Lies don’t equal reform.
And neither does a corrupt system of bailouts, and mandates in the service of a Monopoly.
So I contend that Dennis Kucinich is right.
I found it interesting some comments made by former Insurance Comany executive Wendell Potter, who agrees with all of Kucinich’s objections to the the bill.
“If he [ Obama ] reverses himself on both the public option and the mandate requiring people to buy insurance, that will just be a gift to industry,”.
The argument that we can’t start from scratch with a whole single payer system is just bogus. The President has unfortunately been influenced by industry.
That influence is what gives us benign-sounding things like ‘flexible benefit design’ – a loophole that makes premiums ‘affordable.’ In practice, ‘flexible benefit design’ means that industry can sell cheap coverage to healthy people that includes $20,000 deductibles, Potter explained. Anyone with that sort of plan who gets injured and has to go to the hospital will be bankrupted by the costs her insurer doesn’t cover.”

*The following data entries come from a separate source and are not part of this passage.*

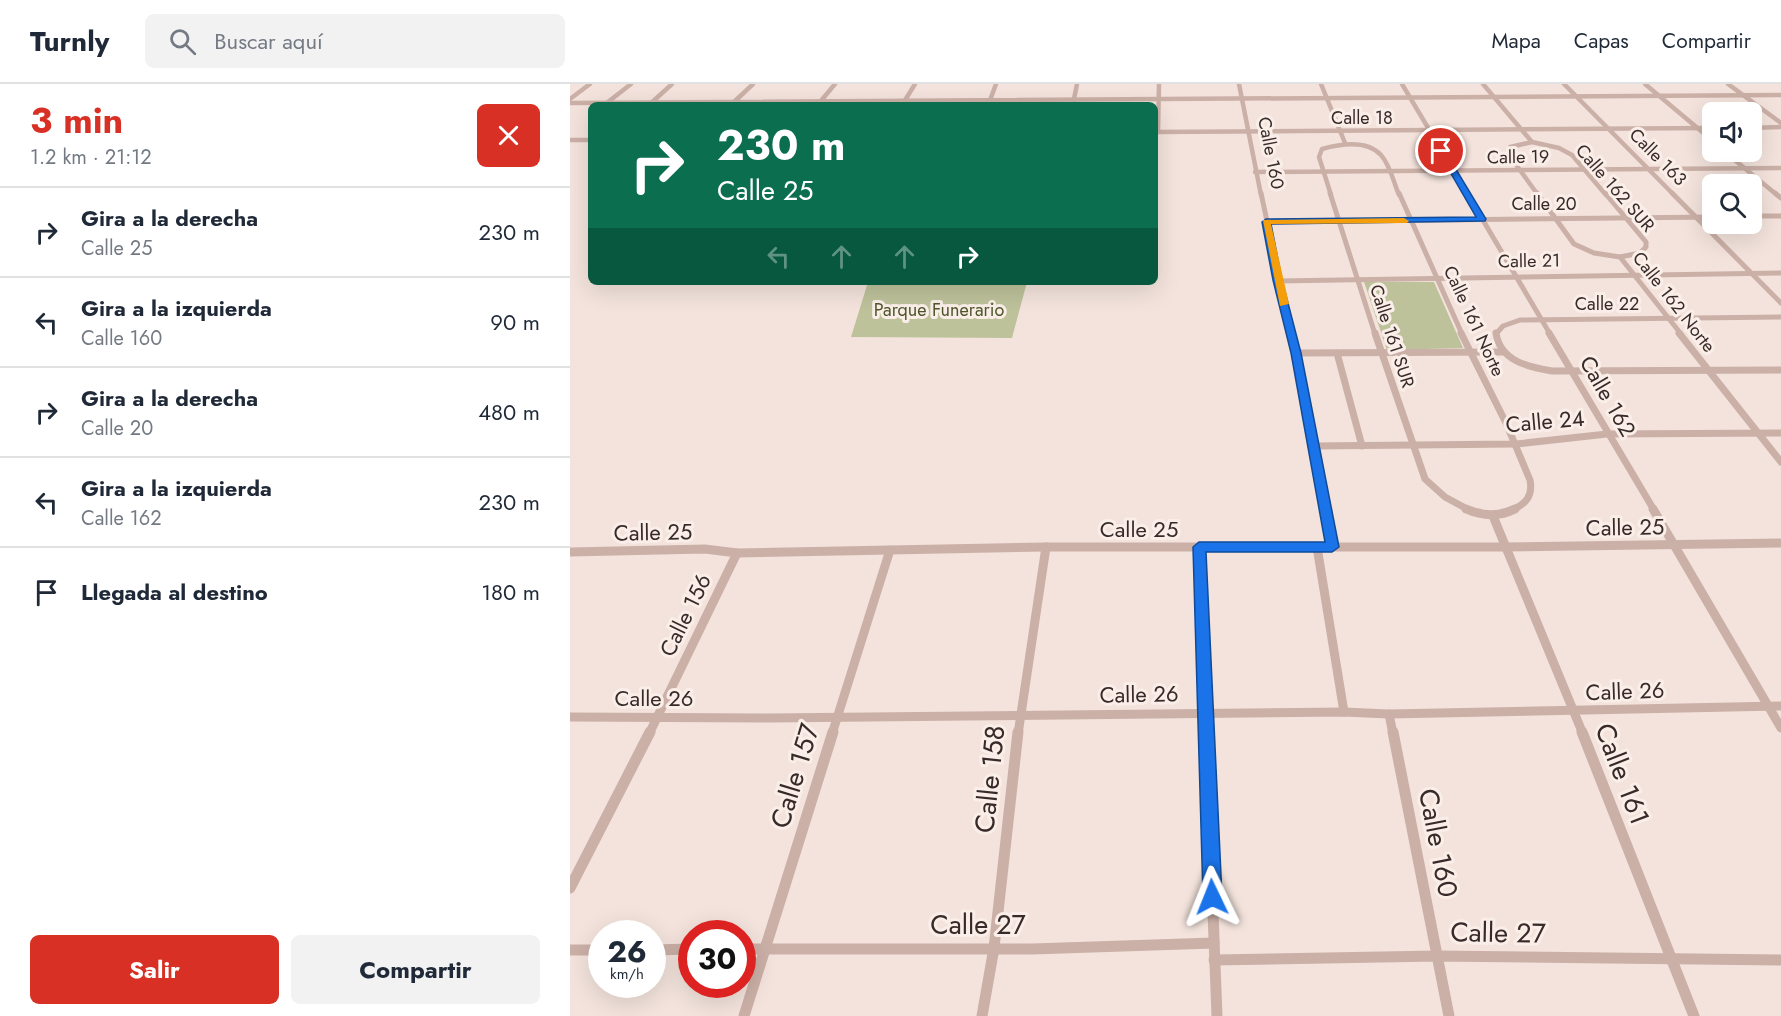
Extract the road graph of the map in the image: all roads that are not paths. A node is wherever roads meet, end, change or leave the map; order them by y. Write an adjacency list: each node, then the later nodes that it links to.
1 (590, 84): 26 (street)
2 (631, 84): 28 (street)
3 (672, 84): 29 (street)
4 (753, 84): 30 (street)
5 (835, 84): 31 (street)
6 (915, 84): 32 (street)
7 (996, 84): 33 (street)
8 (1077, 84): 34 (street)
9 (1159, 84): 23 (street)
10 (1239, 84): 24 (street, Calle 160)
11 (1321, 84): 25 (street)
12 (1402, 84): 21 (street, Calle 162)
13 (1483, 84): 22 (street)
14 (1564, 84): 20 (street, Calle 163)
15 (1645, 84): 19 (street)
16 (1728, 84): 17 (street)
17 (1743, 95): 18 (street); 19 (street); 36 (street)
18 (1781, 95)
19 (1661, 96): 20 (street); 39 (street)
20 (1577, 97): 22 (street); 38 (street, Calle 163)
21 (1410, 98): 22 (street); 25 (street); 44 (street, Calle 162)
22 (1493, 98): 41 (street)
23 (1159, 99): 24 (street); 34 (street); 35 (street)
24 (1242, 99): 25 (street); 42 (street, Calle 160)
25 (1327, 99): 43 (street)
26 (570, 101): 27 (street)
27 (589, 102)
28 (609, 102)
29 (652, 102)
30 (734, 102)
31 (821, 102)
32 (904, 102)
33 (989, 102): 34 (street)
34 (1073, 102)
35 (1158, 116)
36 (1781, 125): 37 (street)
37 (1762, 127)
38 (1608, 129): 39 (street, Calle 18); 41 (street, Calle 18); 54 (street, Calle 163)
39 (1699, 129): 40 (street, Calle 18); 46 (street)
40 (1702, 129)
41 (1521, 130): 44 (street, Calle 18); 49 (street)
42 (1249, 131): 43 (street, Calle 18); 45 (street, Calle 18); 59 (street, Calle 160)
43 (1340, 131): 44 (street, Calle 18); 50 (street)
44 (1428, 131): 57 (street, Calle 162)
45 (1158, 132)
46 (1702, 132)
47 (570, 140): 48 (street)
48 (588, 140)
49 (1532, 142): 55 (street, Calle 162 SUR); 58 (street, Calle 162 Norte)
50 (1345, 143): 56 (street, Calle 161 Norte); 60 (street, Calle 161 SUR)
51 (1738, 162): 52 (street)
52 (1745, 168): 53 (street, Calle 19); 54 (street, Calle 19); 61 (street)
53 (1781, 168)
54 (1650, 169): 55 (street, Calle 19); 64 (street, Calle 163)
55 (1585, 170): 58 (street, Calle 19); 66 (street, Calle 162 SUR)
56 (1389, 171): 57 (street, Calle 19); 60 (street, Calle 19); 70 (street, Calle 161 Norte)
57 (1454, 171): 58 (street, Calle 19); 67 (street, Calle 162)
58 (1521, 171): 68 (street, Calle 162 Norte)
59 (1255, 172): 60 (street, Calle 19); 71 (street, Calle 160)
60 (1324, 172): 69 (street, Calle 161 SUR)
61 (1781, 198)
62 (1762, 216): 63 (street)
63 (1781, 216)
64 (1696, 217): 65 (street, Calle 20); 66 (street, Calle 20); 73 (street, Calle 163)
65 (1702, 217)
66 (1627, 218): 68 (street, Calle 20); 72 (street, Calle 162 SUR)
67 (1482, 219): 68 (street, Calle 20); 70 (street, Calle 20); 76 (street, Calle 162)
68 (1554, 219): 72 (street, Calle 162 Norte)
69 (1340, 221): 70 (street, Calle 20); 71 (street, Calle 20); 79 (street, Calle 161 SUR)
70 (1412, 221): 77 (street, Calle 161 Norte)
71 (1266, 222): 78 (street, Calle 160)
72 (1620, 257): 75 (street, Calle 162 Norte)
73 (1752, 273): 74 (street, Calle 21); 75 (street, Calle 21); 80 (street, Calle 163)
74 (1781, 273)
75 (1633, 274): 76 (street, Calle 21); 83 (street, Calle 162 Norte)
76 (1516, 276): 77 (street, Calle 21); 82 (street, Calle 162)
77 (1438, 279): 79 (street, Calle 21); 88 (street, Calle 161 Norte)
78 (1278, 280): 79 (street, Calle 21); 85 (street, Calle 160)
79 (1358, 280): 87 (street, Calle 161 SUR)
80 (1781, 303)
81 (1781, 317): 83 (street, Calle 22)
82 (1540, 319): 83 (street, Calle 22); 84 (street, Calle 22); 91 (street, Calle 162)
83 (1668, 319): 90 (street, Calle 162 Norte)
84 (1502, 352): 88 (street); 91 (street)
85 (1296, 353): 86 (street); 96 (street, Calle 160)
86 (1337, 353): 87 (street); 97 (street)
87 (1381, 353): 88 (street); 98 (street, Calle 161 SUR)
88 (1471, 353): 95 (street, Calle 161 Norte)
89 (1781, 370): 90 (street)
90 (1709, 371): 91 (street); 92 (street, Calle 162 Norte)
91 (1572, 372): 94 (street, Calle 162)
92 (1758, 433): 93 (street, Calle 24); 94 (street, Calle 24); 99 (street, Calle 162 Norte)
93 (1781, 433)
94 (1607, 434): 95 (street, Calle 24); 102 (street, Calle 162)
95 (1516, 444): 98 (street, Calle 24); 100 (street, Calle 161 Norte)
96 (1313, 446): 97 (street, Calle 24); 106 (street, Calle 160)
97 (1362, 446): 98 (street, Calle 24)
98 (1412, 446): 100 (street, Calle 161 SUR)
99 (1781, 462)
100 (1492, 516): 107 (street, Calle 161)
101 (1781, 543): 102 (street, Calle 25)
102 (1675, 544): 107 (street, Calle 25); 111 (street, Calle 162)
103 (1046, 547): 104 (street, Calle 25); 108 (street, Calle 25); 116 (street, Calle 158)
104 (1199, 547): 105 (street, Calle 25); 114 (street)
105 (1317, 547): 106 (street, Calle 25); 112 (street)
106 (1332, 547): 107 (street, Calle 25)
107 (1505, 547): 113 (street, Calle 161)
108 (890, 550): 110 (street, Calle 25); 117 (street, Calle 157)
109 (570, 552): 110 (street, Calle 25)
110 (737, 553): 119 (street, Calle 156)
111 (1776, 706): 113 (street, Calle 26); 120 (street, Calle 162)
112 (1344, 712): 114 (street, Calle 26); 115 (street, Calle 26)
113 (1574, 712): 115 (street, Calle 26); 129 (street, Calle 161)
114 (1207, 713): 116 (street, Calle 26); 122 (street)
115 (1389, 714): 128 (street, Calle 160)
116 (1020, 715): 117 (street, Calle 26); 123 (street, Calle 158)
117 (837, 716): 119 (street, Calle 26); 125 (street, Calle 157)
118 (570, 717): 119 (street, Calle 26)
119 (657, 718): 121 (street, Calle 156)
120 (1781, 728)
121 (570, 888)
122 (1214, 943): 123 (street, Calle 27); 130 (street)
123 (994, 948): 125 (street, Calle 27); 133 (street, Calle 158)
124 (756, 949): 125 (street, Calle 27)
125 (765, 949): 132 (street, Calle 157)
126 (570, 950): 127 (street)
127 (588, 950)
128 (1437, 956): 129 (street, Calle 27); 130 (street, Calle 27); 135 (street, Calle 160)
129 (1670, 959): 131 (street, Calle 27); 136 (street, Calle 161)
130 (1214, 960): 134 (street)
131 (1781, 960)
132 (744, 1016)
133 (982, 1016)
134 (1216, 1016)
135 (1449, 1016)
136 (1694, 1016)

Yet now Potter has stated that he thinks the Obama bill should be passed anyway, not on its merit, but because “We can’t lose this opportunity. There is no guarantee this sort of regulatory opportunity will come up again“.
But I just don’t trust Obama here. If the Senate bill passes, there will then be no meaningful fixes. He’ll close that process off. For the Senate Bill is exactly what Obama pushed for right from the beginning since day one. Way back in early 2009, he sought a Chuck Grassley-Olympia Snow-Joe Lieberman-Max Baucus type of “solution” to the Health Care debate, and aggresively pushed aside all the genuine reforms, and the progressive ideas right from the get go. He has even gone out of his way to publically demonize single-payer advocates as “extreme“, and demonize the concept of single-payer as being incompatible with “American” values.

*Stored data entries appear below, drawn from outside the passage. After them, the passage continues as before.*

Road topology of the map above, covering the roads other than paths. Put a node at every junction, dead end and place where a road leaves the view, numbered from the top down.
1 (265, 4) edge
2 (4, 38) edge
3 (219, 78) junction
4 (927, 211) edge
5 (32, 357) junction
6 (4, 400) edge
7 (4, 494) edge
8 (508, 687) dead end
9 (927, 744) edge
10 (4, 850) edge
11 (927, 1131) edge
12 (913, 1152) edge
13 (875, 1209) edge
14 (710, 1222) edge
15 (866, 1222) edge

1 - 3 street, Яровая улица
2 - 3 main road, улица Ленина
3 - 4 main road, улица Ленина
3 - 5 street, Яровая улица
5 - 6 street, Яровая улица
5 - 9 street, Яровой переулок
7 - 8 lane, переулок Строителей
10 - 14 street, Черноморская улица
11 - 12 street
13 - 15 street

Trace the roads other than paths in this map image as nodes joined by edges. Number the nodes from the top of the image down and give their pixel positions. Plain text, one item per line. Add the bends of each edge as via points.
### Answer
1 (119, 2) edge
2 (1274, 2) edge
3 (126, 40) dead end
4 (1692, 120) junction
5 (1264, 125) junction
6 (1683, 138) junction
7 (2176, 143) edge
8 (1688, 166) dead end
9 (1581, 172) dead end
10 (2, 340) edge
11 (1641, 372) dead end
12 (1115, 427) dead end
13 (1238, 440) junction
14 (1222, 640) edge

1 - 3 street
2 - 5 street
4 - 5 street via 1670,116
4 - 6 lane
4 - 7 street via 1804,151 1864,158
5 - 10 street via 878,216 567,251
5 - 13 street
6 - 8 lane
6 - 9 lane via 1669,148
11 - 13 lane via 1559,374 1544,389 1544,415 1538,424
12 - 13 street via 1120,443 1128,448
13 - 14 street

So I think Obama has to fail, and be seen as having failed. In this vacuum, the progressives, the grassroots, then can bring individual measures forward (listed above) to make real forward progress with our Health Care system, and try to pass it through the reconcilliation process. Obama will then look like a fool if he tries to ever veto it.
But this requires a lot of independence coming from Nancy Pelosi and Harry Reid, which clearly they are incapable of. Yet the voices of Howard Dean, Alan Grayson, and yes Dennis Kuicnich will have more signficance, and more power than they do right now, should this happen.
Today Medicare only covers just 1/8th of the population. Incremental reform is possible by just simply increasing that ratio (by lowering the Medicare eligibility age), one bracket at a time.
It is the grassroots, and the progressive voices that must be heard, and not the sell outs (Markos, Obama, Rahm).